Free public lectures with Dr Carmen Robertson and Armand Garnet Ruffo
Norval Morrisseau, Sacred Medicine Bear (detail), 1974, acrylic on canvas. Gift of Guardian Capital Group Limited, 2020. Permission from the estate of Norval Morrisseau. OfficialMorrisseau.com
Entanglements and Teachings in the Art of Norval Morrisseau
Dr Carmen Robertson
To study the art of Norval Morrisseau is to become entangled in several complicatedly intertwisted narrative threads. Dr Robertson leads the Morrisseau Project: 1955–1985 research team working to build a database of his art and archival sources, design an online digital storylines project, and publish a book on his art and life from this period. Following the interconnected lines of inquiry his artworks posit, Robertson interrogates some of the complex teachings that Anishinaabe artist Norval Morrisseau’s visual storytelling language quietly offers twenty-first century audiences.

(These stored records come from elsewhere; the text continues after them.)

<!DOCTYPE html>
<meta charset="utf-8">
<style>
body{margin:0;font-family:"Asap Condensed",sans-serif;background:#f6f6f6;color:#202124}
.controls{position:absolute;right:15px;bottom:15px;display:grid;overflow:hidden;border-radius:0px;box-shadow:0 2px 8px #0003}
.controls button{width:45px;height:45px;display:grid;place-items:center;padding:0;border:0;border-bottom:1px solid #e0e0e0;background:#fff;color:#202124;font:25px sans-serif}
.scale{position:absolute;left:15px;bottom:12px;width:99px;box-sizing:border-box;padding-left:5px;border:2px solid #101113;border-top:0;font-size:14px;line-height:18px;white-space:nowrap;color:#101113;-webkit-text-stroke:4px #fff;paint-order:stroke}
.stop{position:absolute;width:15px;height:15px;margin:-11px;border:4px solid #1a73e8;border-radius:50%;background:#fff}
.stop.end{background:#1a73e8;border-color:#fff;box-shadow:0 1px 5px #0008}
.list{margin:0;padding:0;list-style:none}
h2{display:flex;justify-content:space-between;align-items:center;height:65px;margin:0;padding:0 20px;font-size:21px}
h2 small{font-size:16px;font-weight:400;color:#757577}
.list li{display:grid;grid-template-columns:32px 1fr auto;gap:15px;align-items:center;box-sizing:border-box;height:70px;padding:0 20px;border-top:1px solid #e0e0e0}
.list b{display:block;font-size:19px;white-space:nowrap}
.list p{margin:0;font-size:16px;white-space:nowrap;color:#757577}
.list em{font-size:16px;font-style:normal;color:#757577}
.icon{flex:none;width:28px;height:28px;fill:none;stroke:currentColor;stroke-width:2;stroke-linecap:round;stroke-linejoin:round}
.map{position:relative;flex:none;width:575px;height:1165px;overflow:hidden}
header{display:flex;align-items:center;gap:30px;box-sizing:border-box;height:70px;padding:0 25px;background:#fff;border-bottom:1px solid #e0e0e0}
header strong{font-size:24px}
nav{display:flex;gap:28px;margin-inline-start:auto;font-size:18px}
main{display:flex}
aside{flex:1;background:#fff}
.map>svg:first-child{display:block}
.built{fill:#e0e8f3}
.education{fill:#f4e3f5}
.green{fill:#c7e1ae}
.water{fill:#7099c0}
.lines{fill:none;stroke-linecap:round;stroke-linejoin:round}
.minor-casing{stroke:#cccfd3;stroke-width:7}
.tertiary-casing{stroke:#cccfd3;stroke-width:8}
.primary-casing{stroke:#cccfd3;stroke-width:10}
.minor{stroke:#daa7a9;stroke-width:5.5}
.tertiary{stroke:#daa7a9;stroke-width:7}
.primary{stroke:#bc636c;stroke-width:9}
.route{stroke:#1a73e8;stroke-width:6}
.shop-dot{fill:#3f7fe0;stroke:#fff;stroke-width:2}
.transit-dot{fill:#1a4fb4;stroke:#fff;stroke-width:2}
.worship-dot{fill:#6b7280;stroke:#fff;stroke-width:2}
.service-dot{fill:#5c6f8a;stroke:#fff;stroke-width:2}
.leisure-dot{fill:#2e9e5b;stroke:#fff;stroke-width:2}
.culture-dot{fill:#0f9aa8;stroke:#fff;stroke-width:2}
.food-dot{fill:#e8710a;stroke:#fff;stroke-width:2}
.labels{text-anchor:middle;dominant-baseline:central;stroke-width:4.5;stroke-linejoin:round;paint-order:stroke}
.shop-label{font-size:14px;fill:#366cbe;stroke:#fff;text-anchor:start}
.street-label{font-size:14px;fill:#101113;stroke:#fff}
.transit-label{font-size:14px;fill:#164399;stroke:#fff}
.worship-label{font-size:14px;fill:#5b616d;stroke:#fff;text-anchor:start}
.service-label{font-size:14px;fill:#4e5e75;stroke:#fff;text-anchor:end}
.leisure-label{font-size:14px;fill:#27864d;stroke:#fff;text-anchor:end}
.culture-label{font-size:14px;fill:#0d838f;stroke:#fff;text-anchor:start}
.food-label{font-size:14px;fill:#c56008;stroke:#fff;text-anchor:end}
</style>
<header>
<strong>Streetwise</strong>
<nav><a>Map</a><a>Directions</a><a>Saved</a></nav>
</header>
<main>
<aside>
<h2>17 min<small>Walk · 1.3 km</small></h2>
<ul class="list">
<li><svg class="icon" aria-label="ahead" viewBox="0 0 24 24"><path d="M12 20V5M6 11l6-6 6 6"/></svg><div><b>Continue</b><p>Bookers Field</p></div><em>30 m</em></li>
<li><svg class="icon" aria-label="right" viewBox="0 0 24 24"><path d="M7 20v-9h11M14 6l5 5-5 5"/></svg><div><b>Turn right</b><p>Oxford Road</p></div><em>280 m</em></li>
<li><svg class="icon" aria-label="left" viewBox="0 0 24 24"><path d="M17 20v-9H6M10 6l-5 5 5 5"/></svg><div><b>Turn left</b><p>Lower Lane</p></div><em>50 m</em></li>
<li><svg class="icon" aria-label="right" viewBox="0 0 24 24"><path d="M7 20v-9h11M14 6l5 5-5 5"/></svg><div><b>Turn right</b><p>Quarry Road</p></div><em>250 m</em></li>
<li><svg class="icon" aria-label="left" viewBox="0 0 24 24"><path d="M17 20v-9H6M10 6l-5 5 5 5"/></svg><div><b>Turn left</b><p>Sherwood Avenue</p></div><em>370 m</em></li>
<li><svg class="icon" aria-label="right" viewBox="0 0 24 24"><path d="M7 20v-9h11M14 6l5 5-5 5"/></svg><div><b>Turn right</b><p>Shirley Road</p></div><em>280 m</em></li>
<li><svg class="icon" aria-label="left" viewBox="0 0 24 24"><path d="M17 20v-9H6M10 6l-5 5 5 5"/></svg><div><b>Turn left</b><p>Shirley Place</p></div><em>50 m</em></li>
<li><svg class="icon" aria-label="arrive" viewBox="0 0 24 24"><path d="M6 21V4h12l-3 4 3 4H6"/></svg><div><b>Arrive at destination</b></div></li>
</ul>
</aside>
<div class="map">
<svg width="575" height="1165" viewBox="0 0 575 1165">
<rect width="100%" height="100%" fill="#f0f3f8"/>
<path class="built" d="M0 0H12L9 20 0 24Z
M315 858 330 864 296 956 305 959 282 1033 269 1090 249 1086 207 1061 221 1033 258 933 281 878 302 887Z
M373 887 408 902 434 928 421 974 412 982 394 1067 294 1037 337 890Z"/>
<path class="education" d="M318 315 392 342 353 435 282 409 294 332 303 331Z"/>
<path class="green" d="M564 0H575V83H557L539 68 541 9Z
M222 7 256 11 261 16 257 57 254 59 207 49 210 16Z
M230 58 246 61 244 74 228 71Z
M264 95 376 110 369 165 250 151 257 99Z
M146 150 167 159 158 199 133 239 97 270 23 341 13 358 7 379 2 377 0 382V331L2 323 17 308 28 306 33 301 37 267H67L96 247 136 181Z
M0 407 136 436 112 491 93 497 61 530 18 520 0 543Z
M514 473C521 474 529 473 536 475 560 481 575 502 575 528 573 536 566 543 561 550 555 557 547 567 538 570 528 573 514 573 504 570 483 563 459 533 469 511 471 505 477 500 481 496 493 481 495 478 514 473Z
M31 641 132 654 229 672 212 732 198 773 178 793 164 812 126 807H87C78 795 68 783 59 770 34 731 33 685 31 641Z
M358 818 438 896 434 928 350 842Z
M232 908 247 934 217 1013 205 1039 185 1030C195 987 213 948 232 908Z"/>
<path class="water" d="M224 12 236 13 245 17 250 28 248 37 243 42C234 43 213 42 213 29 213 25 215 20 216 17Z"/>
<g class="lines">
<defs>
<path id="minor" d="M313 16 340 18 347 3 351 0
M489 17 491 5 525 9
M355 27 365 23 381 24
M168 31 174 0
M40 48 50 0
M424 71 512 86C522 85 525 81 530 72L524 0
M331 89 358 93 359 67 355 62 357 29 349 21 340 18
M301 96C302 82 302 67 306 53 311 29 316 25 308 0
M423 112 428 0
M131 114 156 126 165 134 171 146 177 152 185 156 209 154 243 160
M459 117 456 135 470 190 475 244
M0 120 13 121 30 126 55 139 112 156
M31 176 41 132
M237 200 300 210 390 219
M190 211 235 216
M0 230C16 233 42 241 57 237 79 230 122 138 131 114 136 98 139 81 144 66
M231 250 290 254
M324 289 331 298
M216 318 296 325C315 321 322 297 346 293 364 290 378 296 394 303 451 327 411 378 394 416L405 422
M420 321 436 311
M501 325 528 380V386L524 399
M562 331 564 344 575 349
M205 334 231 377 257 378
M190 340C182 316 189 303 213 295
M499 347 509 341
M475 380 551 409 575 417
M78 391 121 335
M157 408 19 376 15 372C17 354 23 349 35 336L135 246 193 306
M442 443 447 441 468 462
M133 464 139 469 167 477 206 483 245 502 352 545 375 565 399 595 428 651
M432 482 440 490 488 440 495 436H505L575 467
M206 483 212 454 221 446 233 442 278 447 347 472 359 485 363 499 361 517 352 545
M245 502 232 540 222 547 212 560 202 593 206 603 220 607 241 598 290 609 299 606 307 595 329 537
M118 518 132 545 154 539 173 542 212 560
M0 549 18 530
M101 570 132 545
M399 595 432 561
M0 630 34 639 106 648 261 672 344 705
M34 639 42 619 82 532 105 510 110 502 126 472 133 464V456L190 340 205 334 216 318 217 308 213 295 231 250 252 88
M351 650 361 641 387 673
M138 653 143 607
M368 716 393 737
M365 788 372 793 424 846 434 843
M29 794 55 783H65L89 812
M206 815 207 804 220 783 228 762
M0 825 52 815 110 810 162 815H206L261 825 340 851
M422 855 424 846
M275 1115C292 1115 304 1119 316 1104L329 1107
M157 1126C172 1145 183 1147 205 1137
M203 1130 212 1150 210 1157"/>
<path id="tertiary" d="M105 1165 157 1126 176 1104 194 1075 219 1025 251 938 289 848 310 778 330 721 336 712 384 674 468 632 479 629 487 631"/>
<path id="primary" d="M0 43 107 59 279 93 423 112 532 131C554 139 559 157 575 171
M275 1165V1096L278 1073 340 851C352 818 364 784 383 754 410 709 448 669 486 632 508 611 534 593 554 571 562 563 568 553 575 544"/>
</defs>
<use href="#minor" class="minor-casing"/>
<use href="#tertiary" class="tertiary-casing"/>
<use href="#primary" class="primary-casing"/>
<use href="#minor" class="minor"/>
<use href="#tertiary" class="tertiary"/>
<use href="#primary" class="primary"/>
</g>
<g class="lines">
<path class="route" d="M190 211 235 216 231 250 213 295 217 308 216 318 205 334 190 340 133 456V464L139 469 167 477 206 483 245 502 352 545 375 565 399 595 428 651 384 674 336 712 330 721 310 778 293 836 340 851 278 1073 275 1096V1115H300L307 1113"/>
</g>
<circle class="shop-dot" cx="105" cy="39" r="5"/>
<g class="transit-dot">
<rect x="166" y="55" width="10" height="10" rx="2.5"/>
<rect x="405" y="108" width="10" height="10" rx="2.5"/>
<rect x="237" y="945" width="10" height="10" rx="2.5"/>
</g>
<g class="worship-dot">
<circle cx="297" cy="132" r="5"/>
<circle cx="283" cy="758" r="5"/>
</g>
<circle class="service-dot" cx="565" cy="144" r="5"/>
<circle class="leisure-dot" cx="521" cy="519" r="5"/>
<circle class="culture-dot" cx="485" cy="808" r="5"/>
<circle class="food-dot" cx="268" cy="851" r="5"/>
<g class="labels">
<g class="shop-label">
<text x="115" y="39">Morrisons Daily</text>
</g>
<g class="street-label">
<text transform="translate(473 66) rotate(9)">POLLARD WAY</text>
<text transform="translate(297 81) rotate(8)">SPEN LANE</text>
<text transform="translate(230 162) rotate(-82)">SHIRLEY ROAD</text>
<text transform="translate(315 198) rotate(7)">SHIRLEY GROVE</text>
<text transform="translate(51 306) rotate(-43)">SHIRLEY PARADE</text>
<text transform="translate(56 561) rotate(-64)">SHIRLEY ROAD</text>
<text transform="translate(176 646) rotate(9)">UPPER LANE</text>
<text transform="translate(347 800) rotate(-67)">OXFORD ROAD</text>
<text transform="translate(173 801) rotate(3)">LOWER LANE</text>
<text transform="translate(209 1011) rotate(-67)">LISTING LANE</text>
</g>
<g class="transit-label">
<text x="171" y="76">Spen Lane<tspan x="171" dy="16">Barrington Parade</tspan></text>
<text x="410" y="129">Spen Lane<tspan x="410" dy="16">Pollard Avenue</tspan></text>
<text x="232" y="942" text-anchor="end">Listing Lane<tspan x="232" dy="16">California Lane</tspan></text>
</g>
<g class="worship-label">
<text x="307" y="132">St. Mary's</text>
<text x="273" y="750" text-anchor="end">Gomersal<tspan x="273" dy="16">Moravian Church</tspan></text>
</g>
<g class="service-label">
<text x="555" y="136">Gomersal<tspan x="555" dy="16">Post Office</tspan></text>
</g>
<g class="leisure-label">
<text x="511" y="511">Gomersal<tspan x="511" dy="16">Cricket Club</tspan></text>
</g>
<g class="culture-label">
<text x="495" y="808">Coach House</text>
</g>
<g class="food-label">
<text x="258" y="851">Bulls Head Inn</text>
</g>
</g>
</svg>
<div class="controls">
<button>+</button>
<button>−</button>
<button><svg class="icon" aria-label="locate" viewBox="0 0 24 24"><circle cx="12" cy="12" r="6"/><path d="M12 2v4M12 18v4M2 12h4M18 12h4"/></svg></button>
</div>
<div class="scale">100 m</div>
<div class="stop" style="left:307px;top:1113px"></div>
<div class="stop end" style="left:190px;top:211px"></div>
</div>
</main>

The Legacy of Norval Morrisseau
Armand Garnet Ruffo
Armand Ruffo is currently working with Brown Bag Productions on an episode of a children’s animation series called Xavier Riddle. The segment features Norval Morrisseau, as the central characters travel through time to meet him. During this talk, Ruffo shares a short clip from the episode and talks about the themes that the animation emphasizes for children, namely kinship, the environment and conservation in relation to Anishinaabe ways of being and knowing. To complement his talk, Ruffo draws from his acclaimed texts Norval Morrisseau: Man Changing Into Thunderbird and The Thunderbird Poems. Both books are available for purchase at Agnes on 21 September.
Dr Carmen Robertson holds the Tier 1 Canada Research Chair in North American Indigenous Visual and Material Culture at Carleton University. The Scots-Lakhota researcher has been researching the art of Norval Morrisseau since the early 2000s and has written two books, numerous chapters, and scholarly essays on the topic of his art and life. Robertson co-curated the exhibition Medicine Currents and the Art of Norval Morrisseau with Anishinaabe curator Danielle Printup for the Carleton University Art Gallery for Fall 2023. Other research interests include theorizing Indigenous aesthetics and studying Indigenous prairie beadwork. Robertson co-edited a collection of essays and art titled Bead Love: Knowledge Transmission and Other Indigenous Aesthetic Considerations from the Flatlands, forthcoming in Spring 2024 with University of Manitoba Press.
Armand Garnet Ruffo was born in Chapleau, Ontario, and draws upon his Ojibwe heritage for much of his writing. He published his first book of poetry, Opening in the Sky, in 1994. Four other poetry collections have followed including Treaty #, which was a finalist for a Governor General’s Literary Award in 2019. Ruffo has also written two books on Norval Morrisseau, The Thunderbird Poems (2015) and the creative non-fiction biography Norval Morrisseau: Man Changing into Thunderbird (2018). A multi-genre writer, Ruffo is also a filmmaker and playwright, and is recognized as a major contributor to Indigenous literary scholarship in Canada. He received a lifetime membership award from the League of Canadian Poets in 2016. A professor at Queen’s University, Ruffo lives in Kingston, Ontario.